An Exercise in Poverty Tourism

Posted on March 18, 2010



When the idea of a trip in ‘covering deprivation’ is floated for the first time in class, the only thing I think of is : how utterly condescending. For us to sojourn into the rural hinterlands to find poverty on display  to gape at. Then to feel sorry about what we see and write about our encounters in sympathy evoking prose. The idea has always rubbed me the wrong way even if the learning experience of it has tremedous potential.

I think to myself as I pack my bag the day before, well alright, an hour before we have to leave. Don’t the poor exist in the cities? The cities that we live work and make homes in. Yes they do, in excessive numbers. Behind every posh suburb in Banjara Hills and high-rise in South Bombay, there are hundreds of poor people who are magically invisible to us and only pop out when we need our cars and houses cleaned.  Why couldn’t we just take the cloaks off and see them instead of taking road trips in SUVs.

 I already know the answer to my question. Urban poverty rarely makes it into our thought process because we have so guiltlessly internalized it to some tiny little glitch of otherwise shining India Inc.  But we can allow ourselves to feel something for rural India. After all, feeling being one of those little things we can actually do.

 I try to keep my dyed in the wool cynicism to myself and we embark on our journey in search of characters to fit our stereotypes. We land at our first site, a Chenchu colony in Timmapur, Chandampet mandal in Nallagonda. Conversations began as the Telugu speakers translate and mediate for people who can’t speak the language. Cameras begin clicking away rapidly as we rush to capture this strange new world that we seem to have stumbled upon.

 I hand over mine to a friend. For one I have the half advantage of understanding the language but not speaking it quite so well. So I can inconspicuously listen and write down furiously as the people in the village tell their stories while others have to wait for their translations. Perhaps my reluctance also comes with the unease I feel at this blatant invasion. We never did ask them if we could take their pictures. They never did object, but still…

 Now, all I can remember when I think of that place is not the repository of displacement tales we collected, but the old lady with a stick in hand who shook from head to toe with Parkinson’s as she struggled to remember her childhood.

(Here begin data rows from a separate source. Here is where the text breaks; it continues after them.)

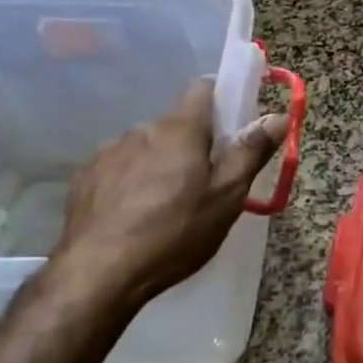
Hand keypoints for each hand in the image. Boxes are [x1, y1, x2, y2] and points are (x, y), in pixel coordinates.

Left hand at [50, 80, 286, 310]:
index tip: (232, 130)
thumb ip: (251, 152)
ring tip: (164, 206)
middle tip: (204, 184)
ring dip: (158, 164)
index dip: (222, 101)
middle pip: (176, 124)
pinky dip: (129, 183)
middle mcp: (141, 129)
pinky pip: (118, 169)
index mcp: (180, 129)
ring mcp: (108, 152)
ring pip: (145, 148)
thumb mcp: (226, 197)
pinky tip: (131, 216)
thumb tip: (278, 117)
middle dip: (191, 145)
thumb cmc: (175, 232)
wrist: (99, 273)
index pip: (204, 88)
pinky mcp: (84, 178)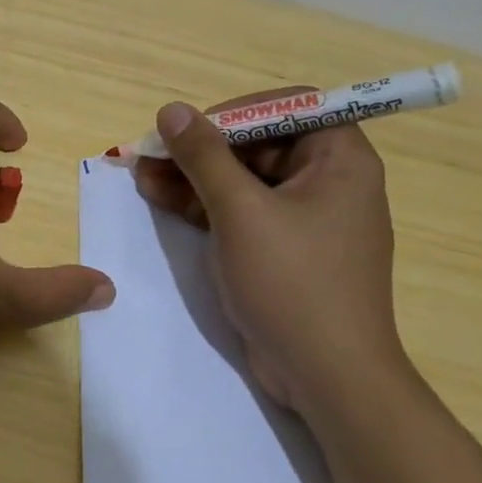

 We move onto a thanda,  a Lambadha  hamlet named Katrawath. Descendants of the Rajputs, Lambadhas are a beautiful people with striking features and tall builds. The whole village gathers around our entourage, eager to answer and participate in the conversations.

 A woman expecting her eleventh child who tells us point blank that if it turned out to be yet another girl like the rest of her seven surviving offspring, she would either “sell her or kill her”. The local health worker, gets into a confrontation with her, telling us how she just “refuses to listen.”  Has our presence made her so bold or are these kind of public arguments on private matters of reproductive health so common? I feel a strange anxiety for her if the former turns out to be true. What would happen to her after we left? Would she face problems for airing dirty laundry in public?

 By the time we have reached, our third village, another thanda at the very end of the Mandal, we are exhausted and in our words have “seen enough of deprivation”. Reluctantly we stumble out of the cars. The village people gather once again and the Sarpanch sit down to talk with us. She is unhappy with the way the village has been neglected, no public works have been started for the area. “I spent Rs 5 Lakhs on the campaign, no use. No programmes or policies have been given.” She says glumly.

 While a few are active participants in the interaction, most are onlookers. They are looking at us, possibly judging us on our strangeness, our ‘otherness’.  It is the first time I realize that we have become somewhat of a spectacle everywhere we have gone. Those who we went to observe have been observing us all along.

My mind speculates. Have we unearthed any groundbreaking truths or have the people simply given us what they thought we wanted to hear.  Did they ever sit and think about how deprived they were until we went and asked them the same?

 It reminds me uncannily of something a journalist had once said at a conflict reportage seminar years ago at the India International Centre in Delhi on the western coverage of the Vietnam War. It was not that the Victoria Falls did not exist till David Livingstone saw it.  But it was still   ‘discovered’ when a white man saw it for the first time.